There is nothing like a large group of people moving simultaneously into a small neighbourhood to make you realise just how insignificant your feelings are in the greater scheme of things.
When this group of people chose this street to move into, their clever strategies worked out just how much collateral and social damage the project would do.
With natural wastage, the people who lived around the monstrous building would gradually disappear and the incoming culture would be able to settle indefinitely, aided by a battery of press officers and international interest in their social experiment. Those who remained would gradually come to accept the newcomers, one of the neighbours was told rathe patronisingly, because psychologists had worked this out in previous cases. Gradually, people in the small terraces have indeed sold up and gone away. This started during the hellish building works, six days a week and once even on a Sunday because they were 'behind schedule'.
The builders were rude, and involved in dangerous practices, despite their badges saying how fantastic they are (how very 2000s: the century of the fake). They regularly drove diggers the wrong way down this one-way street, often without a lookout. The lookout appeared after I'd witnessed an almost-accident and tweeted as much in exasperation; the response was to tweet that I am a 'scaremonger' (cheers!) and then to block me on Twitter. And the dangerous practices continued. Huge lorries parked on the pavement so that people with pushchairs and wheelchairs were forced to walk on the road, which is often unfortunately used as a rat-run. Of course, individuals with pushchairs and disabled people in wheelchairs don't count, because they are not part of a large community who feel their needs are more important than anyone else's.
As a person who lives opposite the gigantic windows, the scale of the architecture (while looking inoffensive from the street) appears from inside my house as though the development is actually about to march straight into my home, into my front bedroom. So I've stopped using that room.
Lastly: the architects built an entrance arch into the development that is too low for ambulances, fire engines and delivery vehicles. The former is a desperately important safety issue, and the latter, too, but for a different reason. Grocery delivery vehicles are unable to enter the settlement, so they park on the pavement of the houses opposite, often leaving their engines running. This street is too narrow to have vehicles parked on both sides, which is why they park on the pavements. But many of us have doors that open straight on to the street. So as well as pedestrians being unable to pass and sometimes almost being knocked over, as happened last week, it's sometimes impossible to get out of the house because a van is parked so close to the front door.

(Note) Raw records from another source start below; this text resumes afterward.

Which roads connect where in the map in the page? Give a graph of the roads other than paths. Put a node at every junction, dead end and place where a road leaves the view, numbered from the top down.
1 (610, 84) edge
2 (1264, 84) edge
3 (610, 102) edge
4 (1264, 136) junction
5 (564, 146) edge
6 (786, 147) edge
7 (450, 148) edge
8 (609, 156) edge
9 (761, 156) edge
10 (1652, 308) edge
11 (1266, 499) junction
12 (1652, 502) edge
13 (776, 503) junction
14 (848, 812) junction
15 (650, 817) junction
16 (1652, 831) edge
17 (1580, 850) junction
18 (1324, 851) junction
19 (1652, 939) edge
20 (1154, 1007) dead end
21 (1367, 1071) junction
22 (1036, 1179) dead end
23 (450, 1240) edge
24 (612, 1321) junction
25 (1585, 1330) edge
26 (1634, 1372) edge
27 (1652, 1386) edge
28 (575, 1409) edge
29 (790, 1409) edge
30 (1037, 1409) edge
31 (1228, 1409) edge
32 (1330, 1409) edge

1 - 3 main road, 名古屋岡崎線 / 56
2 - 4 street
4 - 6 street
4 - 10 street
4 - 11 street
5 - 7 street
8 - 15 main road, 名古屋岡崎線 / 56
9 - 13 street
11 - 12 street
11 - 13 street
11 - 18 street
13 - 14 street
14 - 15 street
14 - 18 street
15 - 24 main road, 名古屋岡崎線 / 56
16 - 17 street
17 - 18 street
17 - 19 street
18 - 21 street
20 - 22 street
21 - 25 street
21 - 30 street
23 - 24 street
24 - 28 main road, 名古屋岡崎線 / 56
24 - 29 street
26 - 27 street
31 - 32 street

Is it pleasant having the exhaust from these vehicles pumping into the living room? No.
Is it pleasant hearing people's reactions after almost being knocked over? No.
It's early in the morning, and I'm sure this posting is full of mistakes. I'm on my way to work.
But there is a massive publicity push about this scheme today. This is the only avenue that I have to say how I feel about it- nobody ever considers the fact that there might be people shoved out and made to feel uncomfortable long-term by 'innovative' ideas like this.
I have also noticed that the street view of the estate never appears on the media, probably because it looks like Feltham Young Offender's Institution from our perspective. We don't get the balconies and the nasturtiums: we get the flat beige bricks, the corporate ironwork and the eff-off light-blocking height. Lucky us.